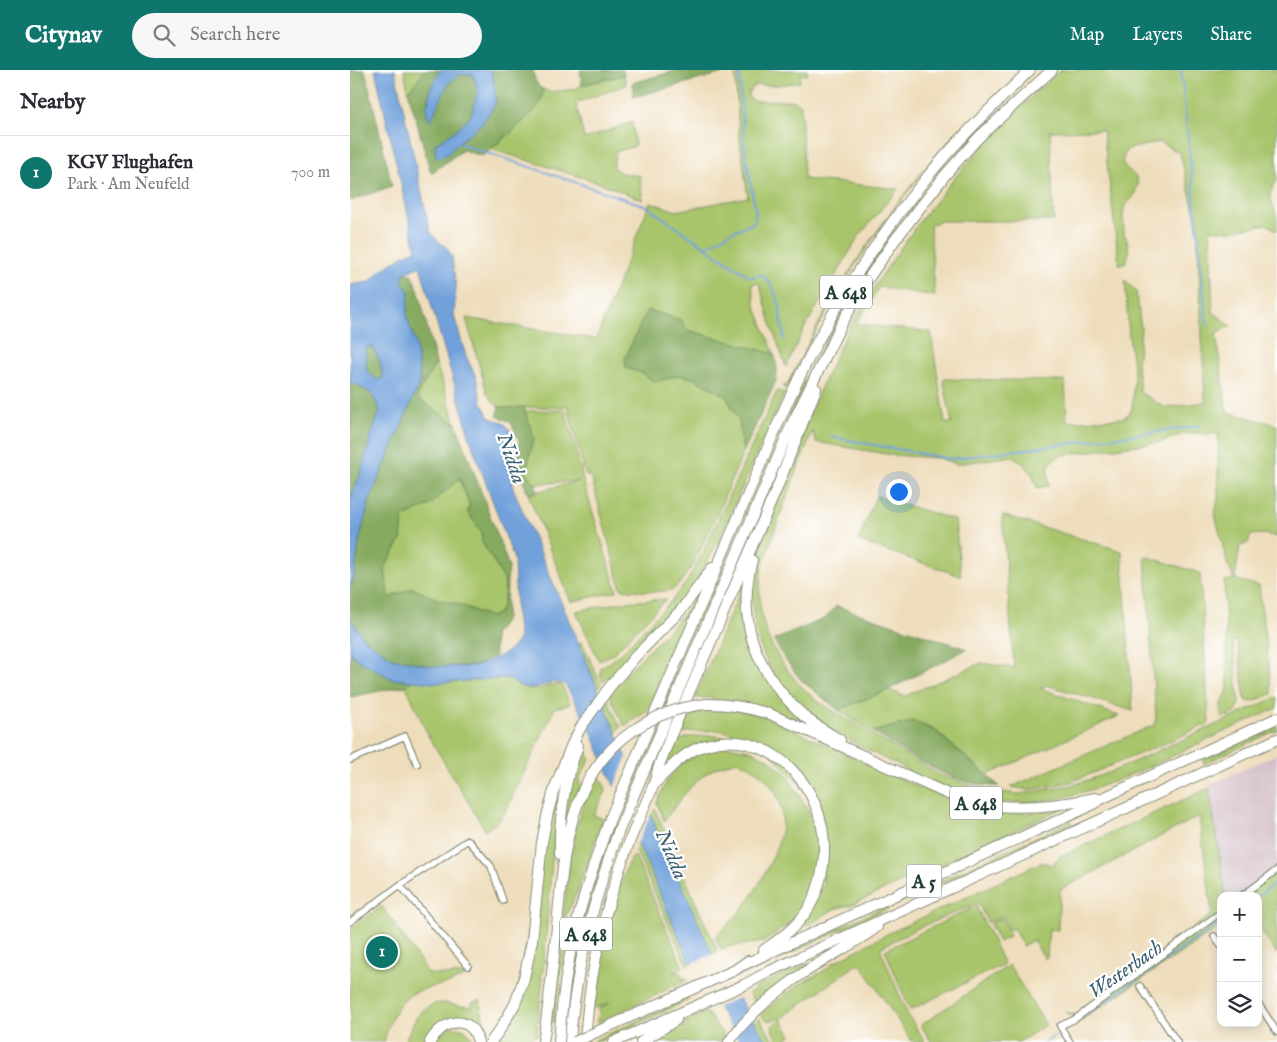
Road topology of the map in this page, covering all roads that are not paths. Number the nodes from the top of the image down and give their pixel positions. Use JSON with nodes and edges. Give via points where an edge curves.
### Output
{"nodes":[{"id":1,"x":1030,"y":70,"type":"edge"},
{"id":2,"x":1052,"y":70,"type":"edge"},
{"id":3,"x":842,"y":323,"type":"junction"},
{"id":4,"x":777,"y":488,"type":"junction"},
{"id":5,"x":723,"y":553,"type":"junction"},
{"id":6,"x":1277,"y":718,"type":"edge"},
{"id":7,"x":1277,"y":739,"type":"edge"},
{"id":8,"x":574,"y":747,"type":"junction"},
{"id":9,"x":857,"y":753,"type":"junction"},
{"id":10,"x":350,"y":760,"type":"edge"},
{"id":11,"x":418,"y":764,"type":"dead end"},
{"id":12,"x":654,"y":783,"type":"junction"},
{"id":13,"x":1105,"y":797,"type":"junction"},
{"id":14,"x":1277,"y":870,"type":"edge"},
{"id":15,"x":400,"y":885,"type":"junction"},
{"id":16,"x":561,"y":885,"type":"junction"},
{"id":17,"x":1247,"y":892,"type":"edge"},
{"id":18,"x":503,"y":901,"type":"dead end"},
{"id":19,"x":1217,"y":915,"type":"edge"},
{"id":20,"x":890,"y":917,"type":"junction"},
{"id":21,"x":350,"y":922,"type":"edge"},
{"id":22,"x":1214,"y":936,"type":"dead end"},
{"id":23,"x":1217,"y":940,"type":"edge"},
{"id":24,"x":468,"y":966,"type":"dead end"},
{"id":25,"x":739,"y":967,"type":"junction"},
{"id":26,"x":1140,"y":986,"type":"dead end"},
{"id":27,"x":700,"y":1004,"type":"junction"},
{"id":28,"x":1262,"y":1009,"type":"edge"},
{"id":29,"x":1277,"y":1032,"type":"edge"},
{"id":30,"x":544,"y":1039,"type":"edge"},
{"id":31,"x":430,"y":1042,"type":"edge"},
{"id":32,"x":478,"y":1042,"type":"edge"},
{"id":33,"x":491,"y":1042,"type":"edge"},
{"id":34,"x":559,"y":1042,"type":"edge"},
{"id":35,"x":570,"y":1042,"type":"edge"},
{"id":36,"x":574,"y":1042,"type":"edge"},
{"id":37,"x":585,"y":1042,"type":"edge"},
{"id":38,"x":614,"y":1042,"type":"edge"},
{"id":39,"x":640,"y":1042,"type":"edge"},
{"id":40,"x":729,"y":1042,"type":"edge"},
{"id":41,"x":1070,"y":1042,"type":"edge"},
{"id":42,"x":1177,"y":1042,"type":"edge"}],
"edges":[{"from":1,"to":5,"type":"highway","number":"A 648","via":[[929,175],[854,278],[794,387]]},
{"from":2,"to":3,"type":"highway","number":"A 648","via":[[979,138],[946,174],[895,240]]},
{"from":3,"to":4,"type":"highway","number":"A 648"},
{"from":3,"to":35,"type":"highway","number":"A 648","via":[[791,426],[619,830],[587,929],[575,989]]},
{"from":4,"to":9,"type":"highway","number":"A 648","via":[[748,576],[747,616],[754,647],[777,689],[807,718]]},
{"from":4,"to":12,"type":"highway","number":"A 648","via":[[670,737]]},
{"from":5,"to":8,"type":"highway","via":[[682,609],[608,688]]},
{"from":5,"to":34,"type":"highway","number":"A 648","via":[[610,819],[594,865],[568,965]]},
{"from":6,"to":13,"type":"highway","number":"A 5"},
{"from":7,"to":20,"type":"highway","number":"A 5"},
{"from":8,"to":16,"type":"highway","via":[[561,821]]},
{"from":8,"to":33,"type":"highway","via":[[555,787],[548,812],[532,941],[524,978],[515,1004]]},
{"from":9,"to":13,"type":"highway","number":"A 648","via":[[948,794],[977,803],[1025,807]]},
{"from":9,"to":16,"type":"highway","bridge":true,"via":[[770,714],[740,706],[706,704],[659,715],[622,738],[599,762],[584,788],[567,842]]},
{"from":10,"to":11,"type":"street","via":[[405,736]]},
{"from":12,"to":25,"type":"highway","number":"A 5","via":[[673,764],[702,746],[740,742],[765,749],[788,765],[817,808],[824,862],[812,903],[786,935]]},
{"from":12,"to":37,"type":"highway","number":"A 648","via":[[626,849],[613,890],[599,943],[587,1009]]},
{"from":13,"to":25,"type":"highway","number":"A 5"},
{"from":14,"to":17,"type":"street"},
{"from":15,"to":18,"type":"street","via":[[468,840],[491,866]]},
{"from":15,"to":21,"type":"street"},
{"from":15,"to":24,"type":"street"},
{"from":16,"to":30,"type":"highway"},
{"from":19,"to":41,"type":"street","via":[[1060,1027]]},
{"from":20,"to":27,"type":"highway","number":"A 5"},
{"from":20,"to":40,"type":"highway","via":[[860,940],[799,976],[744,1022]]},
{"from":22,"to":23,"type":"street"},
{"from":25,"to":36,"type":"highway","number":"A 5","bridge":true},
{"from":26,"to":42,"type":"street"},
{"from":27,"to":38,"type":"highway","number":"A 5"},
{"from":27,"to":39,"type":"highway","number":"A 5"},
{"from":28,"to":29,"type":"street"},
{"from":31,"to":32,"type":"highway","via":[[444,1026],[460,1022],[474,1031]]}]}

● ● ●

Task requirements | The task calls for every record to be transcribed exactly, with no images included.

Exercise answer |
Road topology of the map in this page, covering all roads that are not paths. Number the nodes from the top of the image down and give their pixel positions. Use JSON with nodes and edges. Give via points where an edge curves.
### Output
{"nodes":[{"id":1,"x":1030,"y":70,"type":"edge"},
{"id":2,"x":1052,"y":70,"type":"edge"},
{"id":3,"x":842,"y":323,"type":"junction"},
{"id":4,"x":777,"y":488,"type":"junction"},
{"id":5,"x":723,"y":553,"type":"junction"},
{"id":6,"x":1277,"y":718,"type":"edge"},
{"id":7,"x":1277,"y":739,"type":"edge"},
{"id":8,"x":574,"y":747,"type":"junction"},
{"id":9,"x":857,"y":753,"type":"junction"},
{"id":10,"x":350,"y":760,"type":"edge"},
{"id":11,"x":418,"y":764,"type":"dead end"},
{"id":12,"x":654,"y":783,"type":"junction"},
{"id":13,"x":1105,"y":797,"type":"junction"},
{"id":14,"x":1277,"y":870,"type":"edge"},
{"id":15,"x":400,"y":885,"type":"junction"},
{"id":16,"x":561,"y":885,"type":"junction"},
{"id":17,"x":1247,"y":892,"type":"edge"},
{"id":18,"x":503,"y":901,"type":"dead end"},
{"id":19,"x":1217,"y":915,"type":"edge"},
{"id":20,"x":890,"y":917,"type":"junction"},
{"id":21,"x":350,"y":922,"type":"edge"},
{"id":22,"x":1214,"y":936,"type":"dead end"},
{"id":23,"x":1217,"y":940,"type":"edge"},
{"id":24,"x":468,"y":966,"type":"dead end"},
{"id":25,"x":739,"y":967,"type":"junction"},
{"id":26,"x":1140,"y":986,"type":"dead end"},
{"id":27,"x":700,"y":1004,"type":"junction"},
{"id":28,"x":1262,"y":1009,"type":"edge"},
{"id":29,"x":1277,"y":1032,"type":"edge"},
{"id":30,"x":544,"y":1039,"type":"edge"},
{"id":31,"x":430,"y":1042,"type":"edge"},
{"id":32,"x":478,"y":1042,"type":"edge"},
{"id":33,"x":491,"y":1042,"type":"edge"},
{"id":34,"x":559,"y":1042,"type":"edge"},
{"id":35,"x":570,"y":1042,"type":"edge"},
{"id":36,"x":574,"y":1042,"type":"edge"},
{"id":37,"x":585,"y":1042,"type":"edge"},
{"id":38,"x":614,"y":1042,"type":"edge"},
{"id":39,"x":640,"y":1042,"type":"edge"},
{"id":40,"x":729,"y":1042,"type":"edge"},
{"id":41,"x":1070,"y":1042,"type":"edge"},
{"id":42,"x":1177,"y":1042,"type":"edge"}],
"edges":[{"from":1,"to":5,"type":"highway","number":"A 648","via":[[929,175],[854,278],[794,387]]},
{"from":2,"to":3,"type":"highway","number":"A 648","via":[[979,138],[946,174],[895,240]]},
{"from":3,"to":4,"type":"highway","number":"A 648"},
{"from":3,"to":35,"type":"highway","number":"A 648","via":[[791,426],[619,830],[587,929],[575,989]]},
{"from":4,"to":9,"type":"highway","number":"A 648","via":[[748,576],[747,616],[754,647],[777,689],[807,718]]},
{"from":4,"to":12,"type":"highway","number":"A 648","via":[[670,737]]},
{"from":5,"to":8,"type":"highway","via":[[682,609],[608,688]]},
{"from":5,"to":34,"type":"highway","number":"A 648","via":[[610,819],[594,865],[568,965]]},
{"from":6,"to":13,"type":"highway","number":"A 5"},
{"from":7,"to":20,"type":"highway","number":"A 5"},
{"from":8,"to":16,"type":"highway","via":[[561,821]]},
{"from":8,"to":33,"type":"highway","via":[[555,787],[548,812],[532,941],[524,978],[515,1004]]},
{"from":9,"to":13,"type":"highway","number":"A 648","via":[[948,794],[977,803],[1025,807]]},
{"from":9,"to":16,"type":"highway","bridge":true,"via":[[770,714],[740,706],[706,704],[659,715],[622,738],[599,762],[584,788],[567,842]]},
{"from":10,"to":11,"type":"street","via":[[405,736]]},
{"from":12,"to":25,"type":"highway","number":"A 5","via":[[673,764],[702,746],[740,742],[765,749],[788,765],[817,808],[824,862],[812,903],[786,935]]},
{"from":12,"to":37,"type":"highway","number":"A 648","via":[[626,849],[613,890],[599,943],[587,1009]]},
{"from":13,"to":25,"type":"highway","number":"A 5"},
{"from":14,"to":17,"type":"street"},
{"from":15,"to":18,"type":"street","via":[[468,840],[491,866]]},
{"from":15,"to":21,"type":"street"},
{"from":15,"to":24,"type":"street"},
{"from":16,"to":30,"type":"highway"},
{"from":19,"to":41,"type":"street","via":[[1060,1027]]},
{"from":20,"to":27,"type":"highway","number":"A 5"},
{"from":20,"to":40,"type":"highway","via":[[860,940],[799,976],[744,1022]]},
{"from":22,"to":23,"type":"street"},
{"from":25,"to":36,"type":"highway","number":"A 5","bridge":true},
{"from":26,"to":42,"type":"street"},
{"from":27,"to":38,"type":"highway","number":"A 5"},
{"from":27,"to":39,"type":"highway","number":"A 5"},
{"from":28,"to":29,"type":"street"},
{"from":31,"to":32,"type":"highway","via":[[444,1026],[460,1022],[474,1031]]}]}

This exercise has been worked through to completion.